Kate Moss turned 40 on Thursday. For more than half that time, she has - with great style, impressive tact and good taste - successfully sold her clothed and naked body to an appreciative fashion business and an admiring public. In the frivolous world she inhabits, where a season is an eternity, her endurance has been remarkable.
But 40 is a critical threshold in anyone's life. Victor Hugo said it marked "the old age of youth". So what do we make of her as she approaches middle age?
Kate, for all her epic visibility, is low-temperature, inscrutable. Her allure is magnified by her high-profile silence. And that is part of the appeal. Moss's personality is as cleverly protected as her body image is adroitly projected. She offers the spectacle of absolute thinness and what to do with it. Moss almost never gives interviews, but one of her few collected remarks is memorable. Nothing, she once said, tastes as good as skinny feels.
"Icon" is an abused term, but the prominence and power of Kate Moss's image allows its legitimate use. An icon was a religious stereotype, often mass-produced, but nonetheless conveying real meaning to a devoted congregation in search of succour and inspiration. We are that congregation. Kate Moss, via Calvin Klein and other leaders of the religion that is fashion, tells us what an elegant woman looks like. And to the men, that emotionless stare simultaneously says: "Not in a million years, sunshine."

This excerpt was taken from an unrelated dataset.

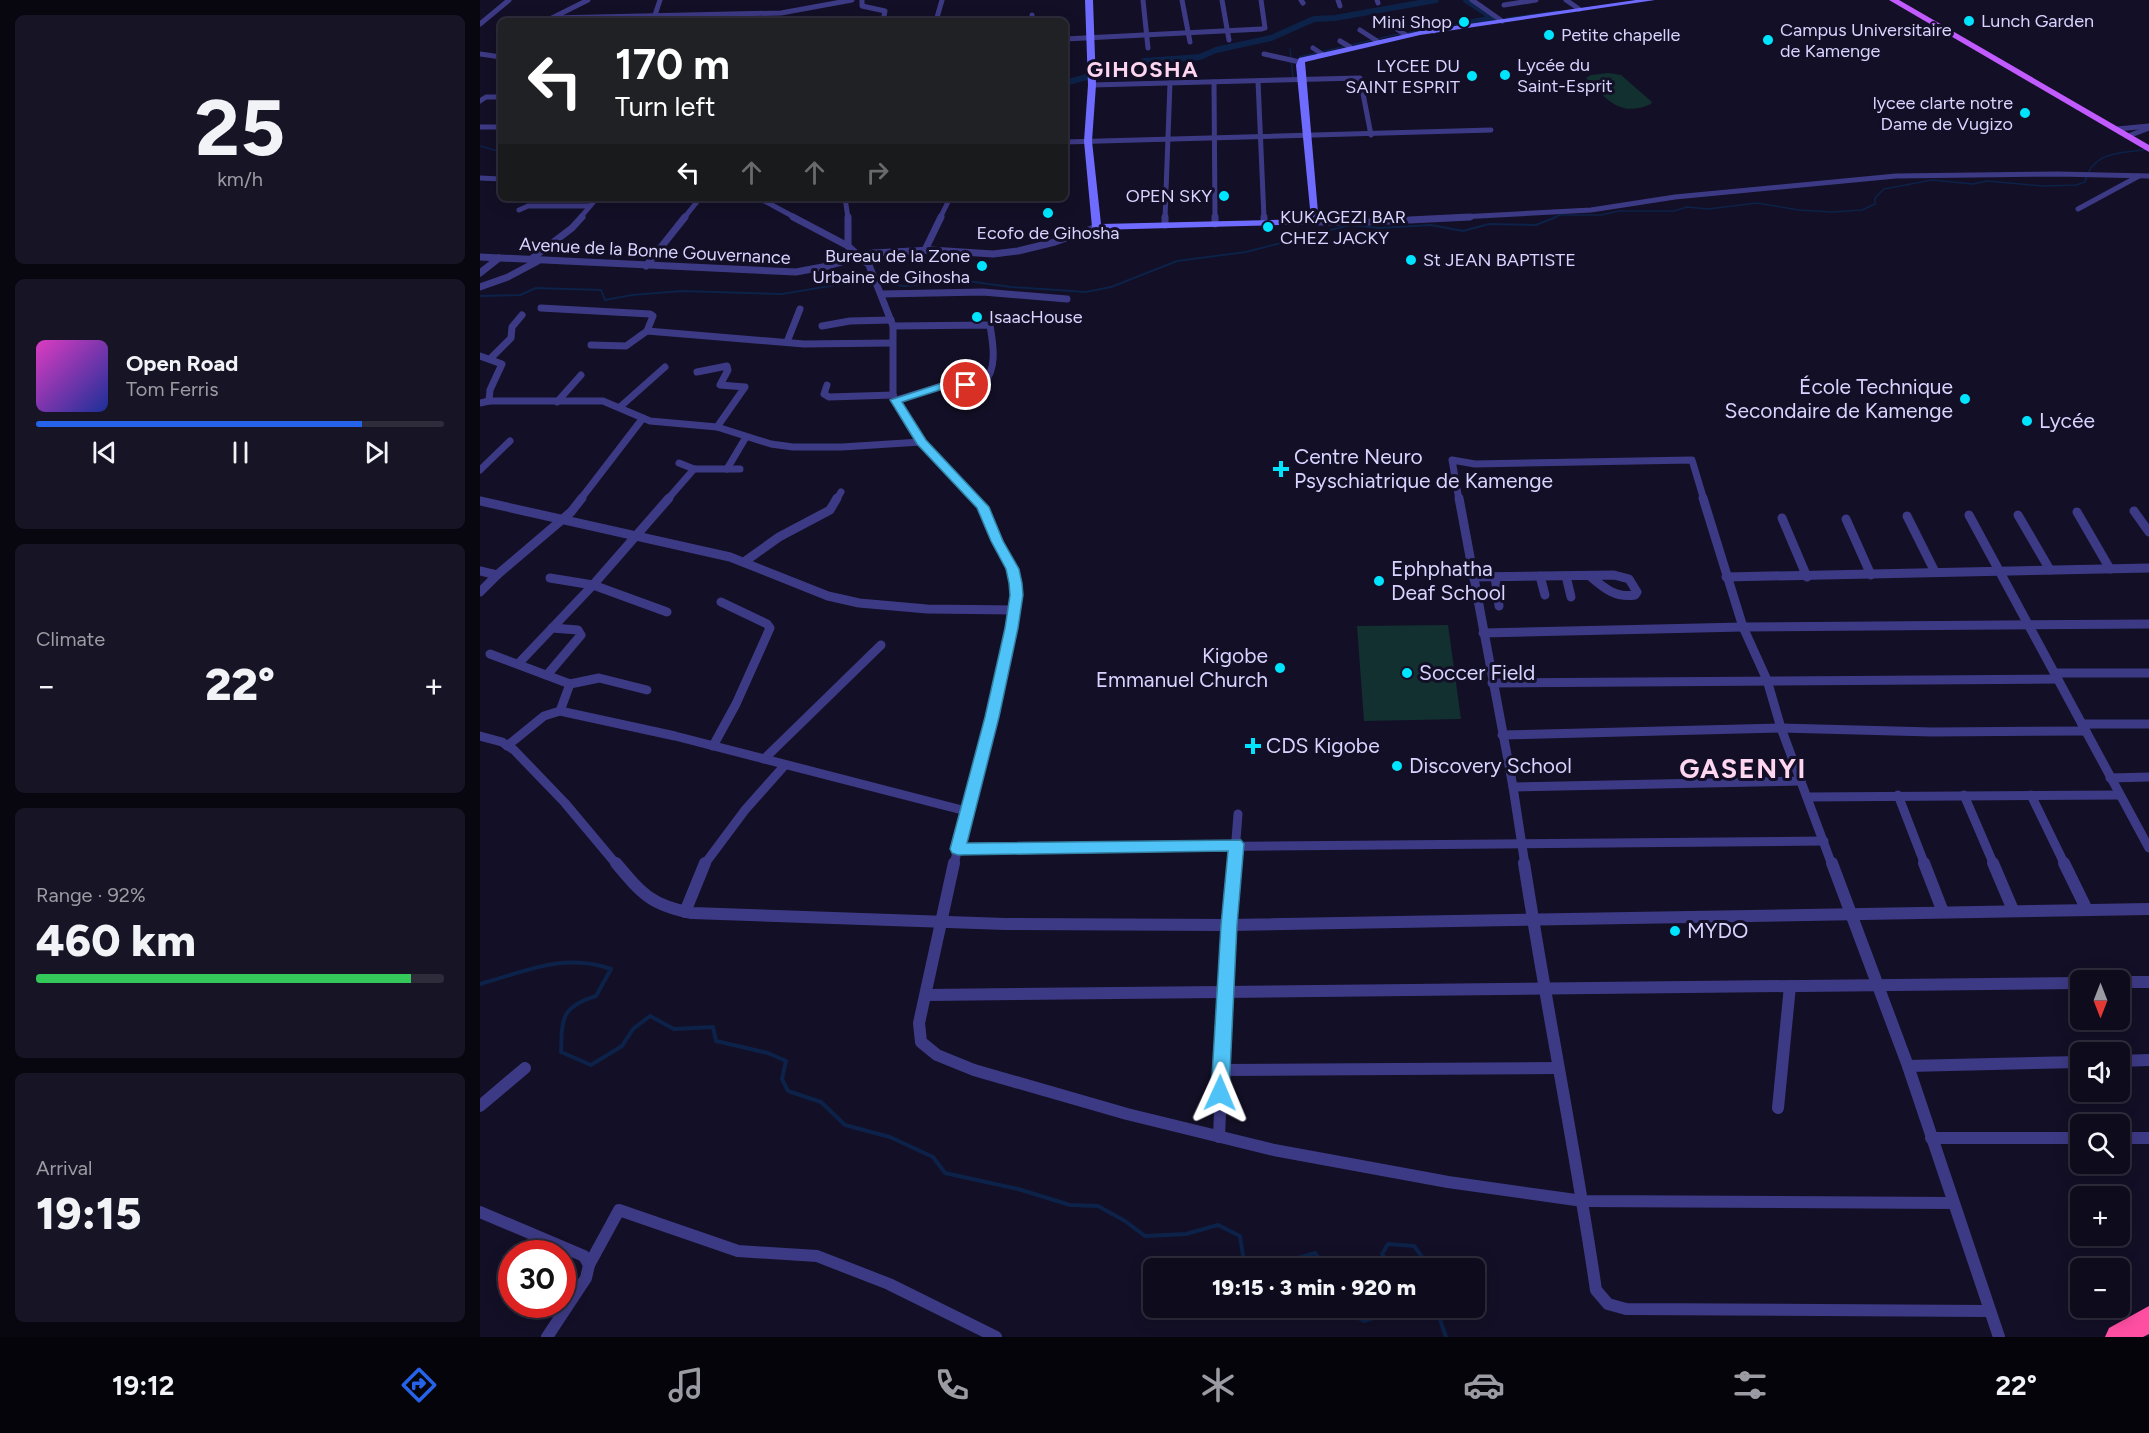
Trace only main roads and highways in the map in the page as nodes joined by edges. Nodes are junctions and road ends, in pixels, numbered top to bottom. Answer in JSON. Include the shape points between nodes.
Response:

Future historians will surely note that Moss came to prominence in the late '80s at a time when "design" evolved from being a technical conversation in a drawing office, or the province of a few tastemakers, to a fashionable topic. It's significant that she comes from subtopian Croydon, which Simon Jenkins described as an "off-centre office location ... awful to behold". I'll say one thing about lower-middle England, though - it's a very good launch pad.